Documentation ¶
Overview ¶
Package leech contains an Apache Beam data pipeline that will read workflow event records from BigQuery and ingest any available logs into cloud storage. A mapping from the original GitHub event to the cloud storage location is persisted in BigQuery along with an indicator for the status of the copy.
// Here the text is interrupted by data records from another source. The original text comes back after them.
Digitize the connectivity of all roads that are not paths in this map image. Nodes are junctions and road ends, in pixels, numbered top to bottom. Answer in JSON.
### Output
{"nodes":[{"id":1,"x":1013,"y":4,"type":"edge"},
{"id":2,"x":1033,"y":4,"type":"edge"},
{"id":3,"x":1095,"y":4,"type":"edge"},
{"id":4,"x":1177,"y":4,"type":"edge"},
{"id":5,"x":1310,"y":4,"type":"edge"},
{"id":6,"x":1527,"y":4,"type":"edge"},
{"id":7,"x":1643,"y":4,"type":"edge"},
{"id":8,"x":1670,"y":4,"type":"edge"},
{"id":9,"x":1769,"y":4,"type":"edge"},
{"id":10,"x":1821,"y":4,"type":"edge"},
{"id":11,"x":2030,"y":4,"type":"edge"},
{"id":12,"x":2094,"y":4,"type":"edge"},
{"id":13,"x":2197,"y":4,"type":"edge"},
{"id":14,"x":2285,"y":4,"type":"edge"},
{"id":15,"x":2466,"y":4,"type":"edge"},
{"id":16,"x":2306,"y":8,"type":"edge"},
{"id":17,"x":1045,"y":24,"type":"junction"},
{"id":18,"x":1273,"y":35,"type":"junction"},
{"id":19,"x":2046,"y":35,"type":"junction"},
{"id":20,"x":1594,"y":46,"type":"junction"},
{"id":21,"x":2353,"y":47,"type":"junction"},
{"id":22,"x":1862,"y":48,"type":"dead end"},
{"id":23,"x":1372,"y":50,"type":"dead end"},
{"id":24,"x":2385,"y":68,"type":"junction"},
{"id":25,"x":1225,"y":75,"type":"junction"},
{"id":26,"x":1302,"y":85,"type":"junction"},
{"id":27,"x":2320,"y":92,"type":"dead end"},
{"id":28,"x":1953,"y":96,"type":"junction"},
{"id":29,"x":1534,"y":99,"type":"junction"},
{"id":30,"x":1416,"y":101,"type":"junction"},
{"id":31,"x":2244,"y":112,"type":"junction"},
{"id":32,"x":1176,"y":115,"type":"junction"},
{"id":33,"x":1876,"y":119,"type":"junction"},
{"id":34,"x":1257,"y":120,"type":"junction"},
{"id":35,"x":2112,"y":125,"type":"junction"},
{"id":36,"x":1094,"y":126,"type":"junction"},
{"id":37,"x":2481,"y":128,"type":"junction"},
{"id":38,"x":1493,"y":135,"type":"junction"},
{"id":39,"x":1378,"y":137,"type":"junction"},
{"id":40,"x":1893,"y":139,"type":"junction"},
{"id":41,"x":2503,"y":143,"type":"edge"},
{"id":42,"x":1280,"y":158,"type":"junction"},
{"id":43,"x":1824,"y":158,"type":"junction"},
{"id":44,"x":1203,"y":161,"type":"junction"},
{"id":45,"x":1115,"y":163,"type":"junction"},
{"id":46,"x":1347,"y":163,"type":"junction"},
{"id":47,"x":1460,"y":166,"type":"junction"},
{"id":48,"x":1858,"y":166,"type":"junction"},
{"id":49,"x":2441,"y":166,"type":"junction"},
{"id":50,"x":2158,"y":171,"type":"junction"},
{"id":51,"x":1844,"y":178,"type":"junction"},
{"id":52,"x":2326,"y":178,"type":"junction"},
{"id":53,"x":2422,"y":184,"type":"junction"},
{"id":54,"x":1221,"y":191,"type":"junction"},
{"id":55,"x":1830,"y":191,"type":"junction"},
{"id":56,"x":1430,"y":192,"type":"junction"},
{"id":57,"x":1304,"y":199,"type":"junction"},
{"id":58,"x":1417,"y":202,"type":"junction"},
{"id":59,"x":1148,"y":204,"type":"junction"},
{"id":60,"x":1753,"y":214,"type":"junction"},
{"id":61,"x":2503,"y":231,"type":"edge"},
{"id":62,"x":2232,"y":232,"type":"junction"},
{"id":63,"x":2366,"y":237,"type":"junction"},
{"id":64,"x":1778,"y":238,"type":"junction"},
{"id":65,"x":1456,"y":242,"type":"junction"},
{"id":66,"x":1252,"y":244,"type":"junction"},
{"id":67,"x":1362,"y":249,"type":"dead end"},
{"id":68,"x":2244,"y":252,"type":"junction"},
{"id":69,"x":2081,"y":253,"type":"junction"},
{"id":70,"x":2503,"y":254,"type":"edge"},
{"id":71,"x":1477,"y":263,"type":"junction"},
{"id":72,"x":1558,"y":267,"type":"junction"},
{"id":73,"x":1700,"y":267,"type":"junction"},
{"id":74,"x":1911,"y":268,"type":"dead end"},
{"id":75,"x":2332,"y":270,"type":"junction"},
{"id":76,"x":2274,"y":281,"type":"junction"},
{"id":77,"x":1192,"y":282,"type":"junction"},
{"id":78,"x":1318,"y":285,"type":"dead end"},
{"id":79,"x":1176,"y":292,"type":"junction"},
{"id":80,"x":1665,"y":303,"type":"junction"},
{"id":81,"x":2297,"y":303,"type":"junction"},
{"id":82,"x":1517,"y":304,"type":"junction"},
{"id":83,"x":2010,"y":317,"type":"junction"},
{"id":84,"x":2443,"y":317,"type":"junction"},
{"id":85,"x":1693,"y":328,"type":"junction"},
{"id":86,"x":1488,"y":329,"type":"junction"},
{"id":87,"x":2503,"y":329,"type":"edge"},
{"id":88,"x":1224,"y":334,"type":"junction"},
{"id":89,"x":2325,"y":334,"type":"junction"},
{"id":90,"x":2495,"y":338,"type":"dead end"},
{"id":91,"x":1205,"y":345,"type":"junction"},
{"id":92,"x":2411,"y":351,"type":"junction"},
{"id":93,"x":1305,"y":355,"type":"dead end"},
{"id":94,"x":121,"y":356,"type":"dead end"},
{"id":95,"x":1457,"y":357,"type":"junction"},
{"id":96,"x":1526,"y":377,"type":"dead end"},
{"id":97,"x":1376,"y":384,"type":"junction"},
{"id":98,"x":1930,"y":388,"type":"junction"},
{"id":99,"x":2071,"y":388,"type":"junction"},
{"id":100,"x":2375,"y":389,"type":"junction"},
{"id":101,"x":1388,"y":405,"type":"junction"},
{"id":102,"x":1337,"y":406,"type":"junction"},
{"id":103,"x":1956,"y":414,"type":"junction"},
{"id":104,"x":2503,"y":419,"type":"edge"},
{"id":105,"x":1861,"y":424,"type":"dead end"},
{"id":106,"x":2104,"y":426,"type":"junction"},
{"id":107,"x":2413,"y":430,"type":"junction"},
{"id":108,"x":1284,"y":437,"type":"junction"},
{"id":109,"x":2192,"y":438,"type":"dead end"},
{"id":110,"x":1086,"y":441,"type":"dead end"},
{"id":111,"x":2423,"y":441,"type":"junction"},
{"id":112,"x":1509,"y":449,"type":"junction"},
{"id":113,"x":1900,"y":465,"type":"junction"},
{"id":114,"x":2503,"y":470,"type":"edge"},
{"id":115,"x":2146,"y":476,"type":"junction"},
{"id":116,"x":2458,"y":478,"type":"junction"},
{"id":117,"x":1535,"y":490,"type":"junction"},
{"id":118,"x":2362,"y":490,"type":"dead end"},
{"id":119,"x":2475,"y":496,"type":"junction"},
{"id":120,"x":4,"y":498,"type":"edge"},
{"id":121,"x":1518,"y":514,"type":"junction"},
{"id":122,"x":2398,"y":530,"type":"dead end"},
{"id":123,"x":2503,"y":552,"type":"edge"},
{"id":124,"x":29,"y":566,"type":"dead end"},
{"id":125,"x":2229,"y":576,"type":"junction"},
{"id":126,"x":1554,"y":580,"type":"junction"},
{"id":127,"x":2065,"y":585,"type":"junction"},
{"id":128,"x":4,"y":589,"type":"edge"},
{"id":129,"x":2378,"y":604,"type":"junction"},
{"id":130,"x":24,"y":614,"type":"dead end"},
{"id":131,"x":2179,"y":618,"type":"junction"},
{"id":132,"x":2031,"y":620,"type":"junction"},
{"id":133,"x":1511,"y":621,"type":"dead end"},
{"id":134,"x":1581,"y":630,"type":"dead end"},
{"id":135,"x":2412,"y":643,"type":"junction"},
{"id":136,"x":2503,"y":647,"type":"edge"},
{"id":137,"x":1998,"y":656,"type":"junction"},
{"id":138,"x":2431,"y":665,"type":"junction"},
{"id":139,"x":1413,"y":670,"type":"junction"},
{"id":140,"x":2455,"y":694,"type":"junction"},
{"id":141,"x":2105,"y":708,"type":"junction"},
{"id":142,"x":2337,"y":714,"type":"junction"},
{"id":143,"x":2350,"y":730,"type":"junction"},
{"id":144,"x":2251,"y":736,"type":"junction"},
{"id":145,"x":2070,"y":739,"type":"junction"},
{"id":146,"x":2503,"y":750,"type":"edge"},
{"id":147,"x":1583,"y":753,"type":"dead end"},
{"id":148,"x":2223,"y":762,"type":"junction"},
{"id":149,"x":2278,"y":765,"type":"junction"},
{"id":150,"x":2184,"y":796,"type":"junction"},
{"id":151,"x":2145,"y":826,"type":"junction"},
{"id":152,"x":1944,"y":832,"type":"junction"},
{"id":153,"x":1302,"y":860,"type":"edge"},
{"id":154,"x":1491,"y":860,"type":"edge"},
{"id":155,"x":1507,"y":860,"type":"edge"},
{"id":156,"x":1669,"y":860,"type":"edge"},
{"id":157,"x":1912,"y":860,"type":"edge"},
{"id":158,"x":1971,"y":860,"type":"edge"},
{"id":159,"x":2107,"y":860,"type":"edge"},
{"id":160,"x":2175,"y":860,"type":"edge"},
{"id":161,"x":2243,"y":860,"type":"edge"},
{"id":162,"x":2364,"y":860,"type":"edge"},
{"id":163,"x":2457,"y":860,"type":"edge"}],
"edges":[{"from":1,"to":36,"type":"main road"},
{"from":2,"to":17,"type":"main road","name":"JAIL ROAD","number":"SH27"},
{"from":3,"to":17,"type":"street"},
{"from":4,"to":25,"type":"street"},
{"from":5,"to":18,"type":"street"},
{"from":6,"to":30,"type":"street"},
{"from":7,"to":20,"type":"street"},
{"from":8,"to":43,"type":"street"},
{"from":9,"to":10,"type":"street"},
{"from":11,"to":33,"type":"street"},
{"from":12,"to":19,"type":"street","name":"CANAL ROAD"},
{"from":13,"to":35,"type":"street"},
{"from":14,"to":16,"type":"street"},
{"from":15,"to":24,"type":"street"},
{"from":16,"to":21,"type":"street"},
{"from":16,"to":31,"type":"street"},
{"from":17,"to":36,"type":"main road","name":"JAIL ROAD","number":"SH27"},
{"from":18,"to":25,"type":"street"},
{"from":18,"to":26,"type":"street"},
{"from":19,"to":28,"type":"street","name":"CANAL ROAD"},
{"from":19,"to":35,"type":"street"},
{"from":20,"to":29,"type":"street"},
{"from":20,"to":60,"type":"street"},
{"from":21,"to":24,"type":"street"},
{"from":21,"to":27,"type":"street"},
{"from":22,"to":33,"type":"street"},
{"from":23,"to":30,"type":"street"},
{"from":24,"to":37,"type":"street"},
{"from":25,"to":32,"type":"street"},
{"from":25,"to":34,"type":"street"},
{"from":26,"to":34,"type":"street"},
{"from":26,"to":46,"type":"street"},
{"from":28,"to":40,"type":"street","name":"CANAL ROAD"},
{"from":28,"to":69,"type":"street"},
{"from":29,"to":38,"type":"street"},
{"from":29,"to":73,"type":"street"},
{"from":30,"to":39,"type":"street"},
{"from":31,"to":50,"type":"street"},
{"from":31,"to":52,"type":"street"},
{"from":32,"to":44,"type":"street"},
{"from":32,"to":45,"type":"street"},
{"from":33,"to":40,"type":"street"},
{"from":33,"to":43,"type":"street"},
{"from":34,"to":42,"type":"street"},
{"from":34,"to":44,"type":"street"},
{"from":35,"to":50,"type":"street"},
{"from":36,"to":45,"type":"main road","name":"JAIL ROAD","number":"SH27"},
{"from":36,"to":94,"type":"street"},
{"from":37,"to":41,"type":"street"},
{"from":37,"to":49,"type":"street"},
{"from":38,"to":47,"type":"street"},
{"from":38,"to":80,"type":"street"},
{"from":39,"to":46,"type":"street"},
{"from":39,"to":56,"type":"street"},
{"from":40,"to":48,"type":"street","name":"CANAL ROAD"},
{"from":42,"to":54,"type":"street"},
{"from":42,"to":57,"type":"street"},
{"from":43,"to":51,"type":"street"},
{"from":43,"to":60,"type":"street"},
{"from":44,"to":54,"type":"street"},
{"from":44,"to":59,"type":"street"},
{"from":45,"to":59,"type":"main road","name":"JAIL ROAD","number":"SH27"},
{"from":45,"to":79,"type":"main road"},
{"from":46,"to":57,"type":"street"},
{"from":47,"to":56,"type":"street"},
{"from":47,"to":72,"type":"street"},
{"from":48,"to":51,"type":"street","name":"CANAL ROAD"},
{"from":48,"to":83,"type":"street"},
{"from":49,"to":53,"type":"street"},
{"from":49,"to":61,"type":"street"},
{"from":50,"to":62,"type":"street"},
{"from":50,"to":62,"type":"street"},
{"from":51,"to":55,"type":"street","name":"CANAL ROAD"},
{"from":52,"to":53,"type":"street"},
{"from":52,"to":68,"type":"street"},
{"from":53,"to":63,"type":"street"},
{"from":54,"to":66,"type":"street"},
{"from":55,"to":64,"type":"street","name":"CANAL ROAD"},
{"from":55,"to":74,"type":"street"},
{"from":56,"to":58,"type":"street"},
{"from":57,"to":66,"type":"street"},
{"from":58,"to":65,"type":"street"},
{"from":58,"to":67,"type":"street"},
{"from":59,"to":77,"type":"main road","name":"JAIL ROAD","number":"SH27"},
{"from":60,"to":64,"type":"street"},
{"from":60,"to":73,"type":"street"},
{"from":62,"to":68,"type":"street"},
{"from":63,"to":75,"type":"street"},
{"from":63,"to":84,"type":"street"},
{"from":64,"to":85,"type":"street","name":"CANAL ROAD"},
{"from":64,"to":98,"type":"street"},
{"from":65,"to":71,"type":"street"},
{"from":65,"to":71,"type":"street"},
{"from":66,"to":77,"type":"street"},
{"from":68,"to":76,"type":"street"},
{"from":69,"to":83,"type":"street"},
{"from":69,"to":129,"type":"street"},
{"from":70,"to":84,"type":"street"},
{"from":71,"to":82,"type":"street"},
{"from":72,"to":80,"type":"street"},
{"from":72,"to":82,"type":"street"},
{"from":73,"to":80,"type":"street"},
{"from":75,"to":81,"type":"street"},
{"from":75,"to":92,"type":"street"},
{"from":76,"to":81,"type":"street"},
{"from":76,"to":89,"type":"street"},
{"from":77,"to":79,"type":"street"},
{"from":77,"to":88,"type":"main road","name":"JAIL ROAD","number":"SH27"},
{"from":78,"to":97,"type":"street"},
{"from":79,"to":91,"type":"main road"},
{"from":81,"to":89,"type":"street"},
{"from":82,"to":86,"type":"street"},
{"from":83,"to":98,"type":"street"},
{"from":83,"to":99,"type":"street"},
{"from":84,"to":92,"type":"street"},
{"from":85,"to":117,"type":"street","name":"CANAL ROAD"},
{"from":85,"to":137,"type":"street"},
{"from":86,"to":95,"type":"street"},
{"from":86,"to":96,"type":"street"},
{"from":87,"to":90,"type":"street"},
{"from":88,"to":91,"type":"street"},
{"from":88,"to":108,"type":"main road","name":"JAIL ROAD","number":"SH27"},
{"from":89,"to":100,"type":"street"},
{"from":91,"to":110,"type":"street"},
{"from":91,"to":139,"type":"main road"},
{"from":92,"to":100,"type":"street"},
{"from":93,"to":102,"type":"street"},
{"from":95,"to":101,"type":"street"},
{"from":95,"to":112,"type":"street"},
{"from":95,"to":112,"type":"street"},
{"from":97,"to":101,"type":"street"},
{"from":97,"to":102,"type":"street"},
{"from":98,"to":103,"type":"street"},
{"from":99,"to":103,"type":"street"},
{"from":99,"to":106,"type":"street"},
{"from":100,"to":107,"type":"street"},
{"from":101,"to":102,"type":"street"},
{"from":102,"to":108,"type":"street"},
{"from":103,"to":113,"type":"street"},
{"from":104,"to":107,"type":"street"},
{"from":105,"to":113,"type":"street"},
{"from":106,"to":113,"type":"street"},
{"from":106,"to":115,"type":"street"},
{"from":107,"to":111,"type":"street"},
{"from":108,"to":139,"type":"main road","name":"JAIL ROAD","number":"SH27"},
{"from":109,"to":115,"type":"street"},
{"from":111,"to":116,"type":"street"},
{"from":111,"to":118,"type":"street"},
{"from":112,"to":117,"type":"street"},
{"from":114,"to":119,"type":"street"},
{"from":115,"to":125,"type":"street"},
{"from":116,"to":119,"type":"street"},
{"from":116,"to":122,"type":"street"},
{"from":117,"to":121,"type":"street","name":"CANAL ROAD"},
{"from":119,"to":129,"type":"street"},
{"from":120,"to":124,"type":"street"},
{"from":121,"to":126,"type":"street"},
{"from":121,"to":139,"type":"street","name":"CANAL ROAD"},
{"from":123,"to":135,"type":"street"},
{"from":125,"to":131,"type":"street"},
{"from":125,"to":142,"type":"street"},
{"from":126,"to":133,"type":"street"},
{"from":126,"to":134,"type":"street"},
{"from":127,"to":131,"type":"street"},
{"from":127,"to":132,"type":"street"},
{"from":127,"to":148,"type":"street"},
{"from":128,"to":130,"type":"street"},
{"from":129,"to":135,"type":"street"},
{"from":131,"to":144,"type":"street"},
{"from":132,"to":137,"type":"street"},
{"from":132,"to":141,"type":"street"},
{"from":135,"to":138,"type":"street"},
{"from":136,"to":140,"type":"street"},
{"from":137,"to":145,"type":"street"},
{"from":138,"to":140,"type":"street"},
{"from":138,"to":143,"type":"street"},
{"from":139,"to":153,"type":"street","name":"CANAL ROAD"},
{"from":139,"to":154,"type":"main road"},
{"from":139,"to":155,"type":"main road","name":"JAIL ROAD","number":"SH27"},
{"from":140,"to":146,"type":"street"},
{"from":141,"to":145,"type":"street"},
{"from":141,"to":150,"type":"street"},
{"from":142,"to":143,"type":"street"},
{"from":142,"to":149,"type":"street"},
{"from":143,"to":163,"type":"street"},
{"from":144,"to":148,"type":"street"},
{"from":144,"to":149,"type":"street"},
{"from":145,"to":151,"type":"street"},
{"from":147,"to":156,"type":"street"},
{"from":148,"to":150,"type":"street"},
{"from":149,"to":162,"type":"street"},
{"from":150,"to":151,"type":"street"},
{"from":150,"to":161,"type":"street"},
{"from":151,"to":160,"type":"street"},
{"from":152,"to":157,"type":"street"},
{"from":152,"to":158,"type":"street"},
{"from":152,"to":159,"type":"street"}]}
The pipeline acts as a GitHub App for authentication purposes.
Index ¶
Constants ¶
const SourceQuery = `
SELECT
delivery_id,
JSON_VALUE(payload, "$.repository.full_name") repo_slug,
JSON_VALUE(payload, "$.repository.name") repo_name,
JSON_VALUE(payload, "$.repository.owner.login") org_name,
JSON_VALUE(payload, "$.workflow_run.logs_url") logs_url,
JSON_VALUE(payload, "$.workflow_run.actor.login") github_actor,
JSON_VALUE(payload, "$.workflow_run.html_url") workflow_url
FROM ` + "`%s`" + `
WHERE
event = "workflow_run"
AND JSON_VALUE(payload, "$.workflow_run.status") = "completed"
AND delivery_id NOT IN (
SELECT
delivery_id
FROM ` + "`%s`" + `)
LIMIT %d
`
sourceQuery is the driving BigQuery query that selects events that need to be processed.
Variables ¶
This section is empty.
Functions ¶
This section is empty.
Types ¶
type EventRecord ¶
type EventRecord struct { DeliveryID string `bigquery:"delivery_id" json:"delivery_id"` RepositorySlug string `bigquery:"repo_slug" json:"repo_slug"` RepositoryName string `bigquery:"repo_name" json:"repo_name"` OrganizationName string `bigquery:"org_name" json:"org_name"` LogsURL string `bigquery:"logs_url" json:"logs_url"` GitHubActor string `bigquery:"github_actor" json:"github_actor"` WorkflowURL string `bigquery:"workflow_url" json:"workflow_url"` }
EventRecord maps the columns from the driving BigQuery query to a usable structure.
type IngestLogsFn ¶
type IngestLogsFn struct { LogsBucketName string `beam:"logsBucketName"` GitHubAppID string `beam:"githubAppID"` GitHubInstallID string `beam:"githubInstallID"` GitHubPrivateKey string `beam:"githubPrivateKey"` // contains filtered or unexported fields }
IngestLogsFn is an object that implements beams "DoFn" interface to provide the main processing of the event.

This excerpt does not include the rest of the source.